▶ **LISTED RECORDS**:
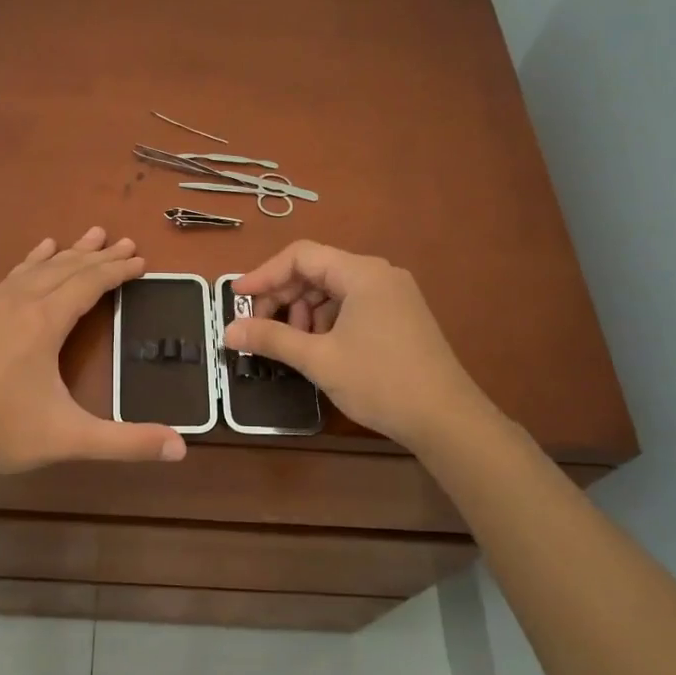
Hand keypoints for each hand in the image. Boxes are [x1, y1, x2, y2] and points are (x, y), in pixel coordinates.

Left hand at [0, 227, 187, 476]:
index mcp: (44, 322)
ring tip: (88, 236)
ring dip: (66, 252)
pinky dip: (30, 262)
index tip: (141, 260)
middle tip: (124, 241)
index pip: (89, 284)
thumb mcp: (69, 438)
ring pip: (37, 268)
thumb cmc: (1, 432)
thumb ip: (126, 442)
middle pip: (66, 268)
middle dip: (98, 255)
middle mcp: (18, 303)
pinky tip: (35, 255)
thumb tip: (181, 448)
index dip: (117, 271)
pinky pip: (10, 277)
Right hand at [221, 241, 499, 450]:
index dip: (264, 274)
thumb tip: (228, 331)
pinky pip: (352, 306)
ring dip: (304, 312)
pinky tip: (320, 348)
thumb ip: (271, 339)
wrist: (447, 419)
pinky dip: (327, 321)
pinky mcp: (400, 317)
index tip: (237, 298)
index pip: (301, 255)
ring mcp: (394, 295)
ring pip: (333, 290)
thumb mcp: (319, 359)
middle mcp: (379, 274)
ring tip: (293, 344)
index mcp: (362, 273)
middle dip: (283, 296)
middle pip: (316, 271)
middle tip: (260, 328)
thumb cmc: (380, 381)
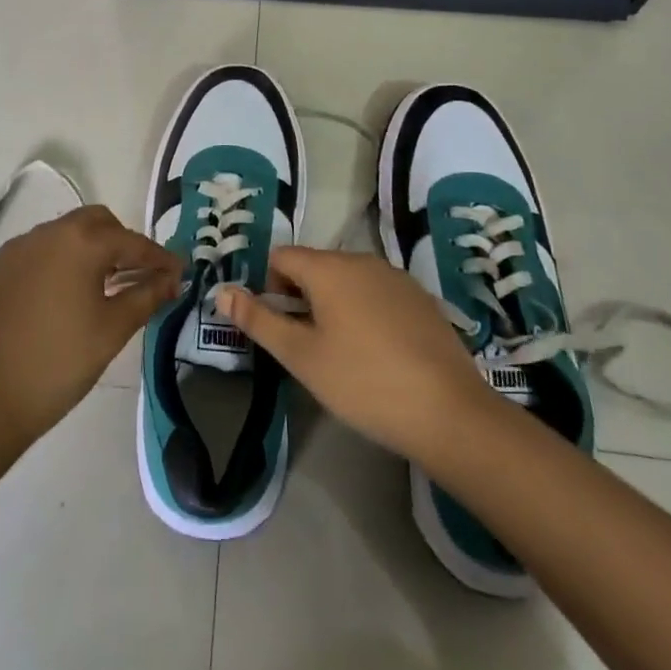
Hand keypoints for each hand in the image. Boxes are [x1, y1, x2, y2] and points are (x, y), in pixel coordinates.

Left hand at [0, 205, 180, 445]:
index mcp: (80, 242)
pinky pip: (41, 250)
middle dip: (123, 243)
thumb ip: (146, 296)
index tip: (179, 273)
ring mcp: (19, 248)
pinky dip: (63, 260)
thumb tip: (171, 279)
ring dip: (91, 249)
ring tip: (106, 286)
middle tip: (140, 274)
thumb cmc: (59, 363)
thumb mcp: (112, 330)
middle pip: (97, 223)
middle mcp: (48, 232)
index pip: (131, 242)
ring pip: (67, 233)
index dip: (159, 258)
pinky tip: (68, 294)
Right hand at [216, 247, 487, 464]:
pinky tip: (378, 354)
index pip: (281, 257)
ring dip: (333, 305)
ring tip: (342, 354)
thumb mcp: (301, 356)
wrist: (449, 412)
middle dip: (301, 298)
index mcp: (329, 268)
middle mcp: (362, 260)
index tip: (280, 328)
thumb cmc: (363, 383)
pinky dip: (365, 312)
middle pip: (314, 266)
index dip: (270, 288)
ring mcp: (396, 277)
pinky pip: (377, 292)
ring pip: (347, 280)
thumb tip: (221, 291)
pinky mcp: (421, 298)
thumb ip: (258, 320)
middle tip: (307, 347)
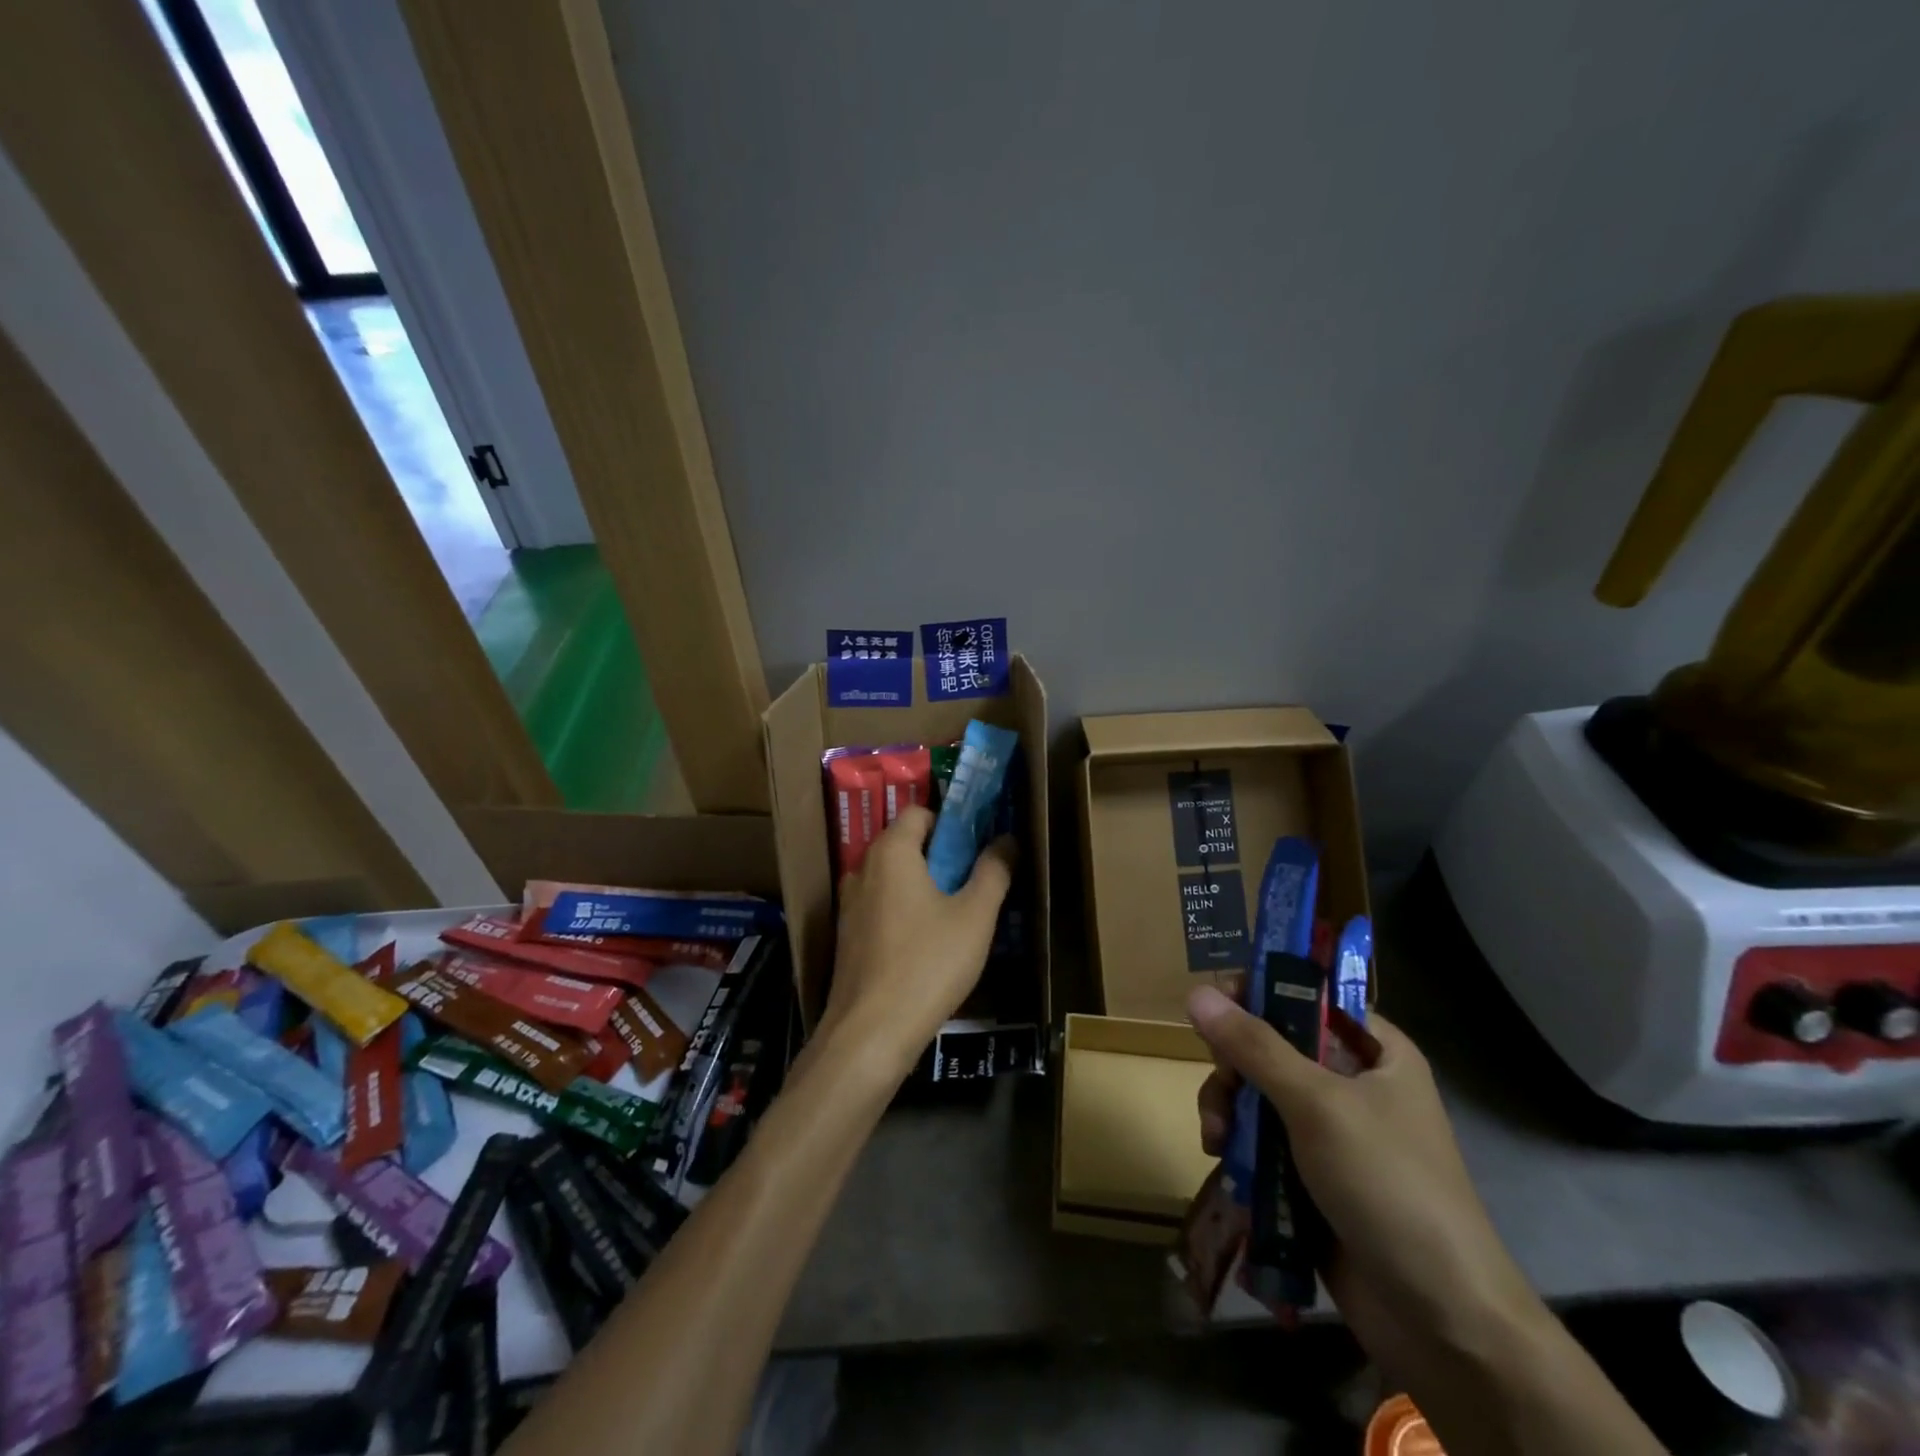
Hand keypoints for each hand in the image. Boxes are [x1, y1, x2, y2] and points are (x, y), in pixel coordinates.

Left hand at [826, 806, 1013, 1074]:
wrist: (871, 1033)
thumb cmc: (928, 964)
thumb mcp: (974, 916)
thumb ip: (993, 872)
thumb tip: (1006, 840)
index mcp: (891, 853)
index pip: (918, 812)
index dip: (950, 822)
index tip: (978, 845)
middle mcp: (862, 870)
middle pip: (905, 844)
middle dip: (941, 856)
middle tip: (975, 880)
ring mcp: (849, 906)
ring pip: (893, 879)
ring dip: (924, 886)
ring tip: (957, 914)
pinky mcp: (847, 938)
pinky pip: (881, 907)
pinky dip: (905, 911)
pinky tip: (928, 944)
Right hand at [1188, 987, 1548, 1391]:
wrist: (1441, 1320)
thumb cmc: (1390, 1187)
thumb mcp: (1318, 1105)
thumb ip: (1255, 1047)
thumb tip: (1196, 992)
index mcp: (1374, 1051)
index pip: (1307, 994)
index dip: (1259, 990)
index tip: (1214, 1004)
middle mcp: (1351, 1081)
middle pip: (1271, 1044)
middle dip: (1234, 1065)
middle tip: (1221, 1086)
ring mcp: (1329, 1130)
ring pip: (1257, 1092)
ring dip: (1229, 1108)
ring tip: (1217, 1138)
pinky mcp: (1310, 1173)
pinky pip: (1260, 1138)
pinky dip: (1238, 1144)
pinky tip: (1223, 1160)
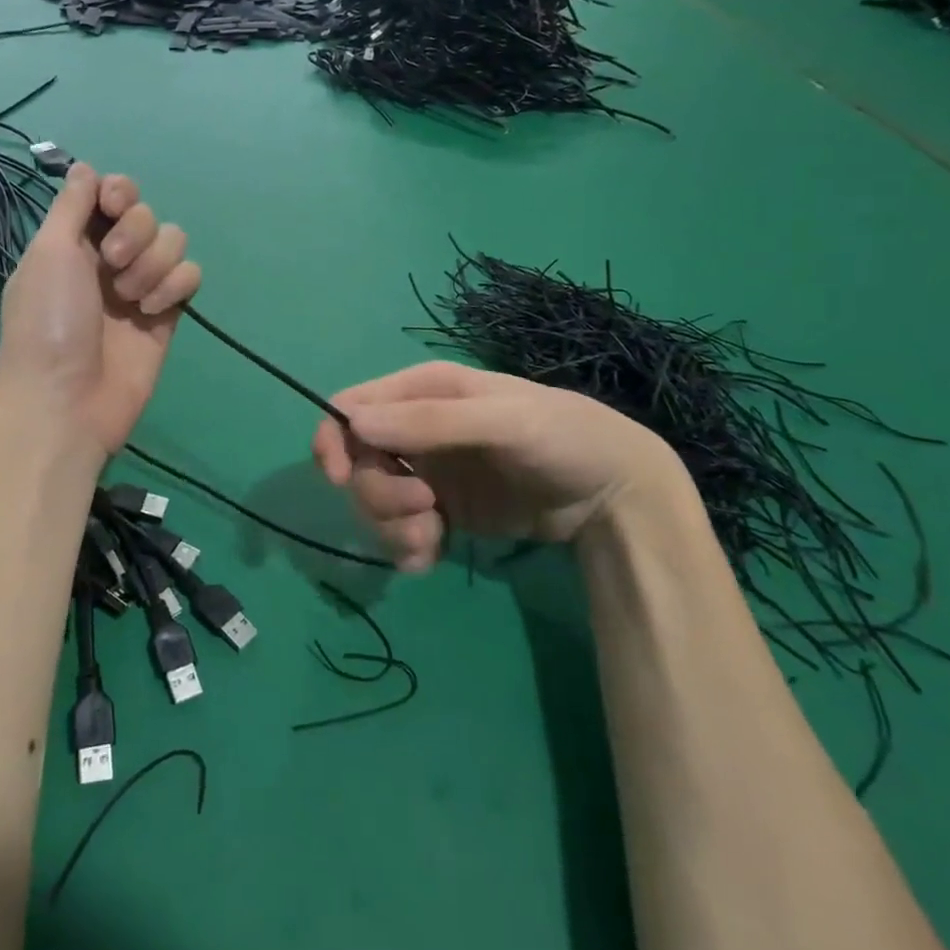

▶ **YOUR OBJECTIVE**: From the records above, copy each line where the word "Left" can be found.

▶ **TASK OUTPUT**:
Left hand at [0, 227, 187, 476]:
Left hand at [0, 205, 180, 445]:
Left hand at [826, 806, 1013, 1074]:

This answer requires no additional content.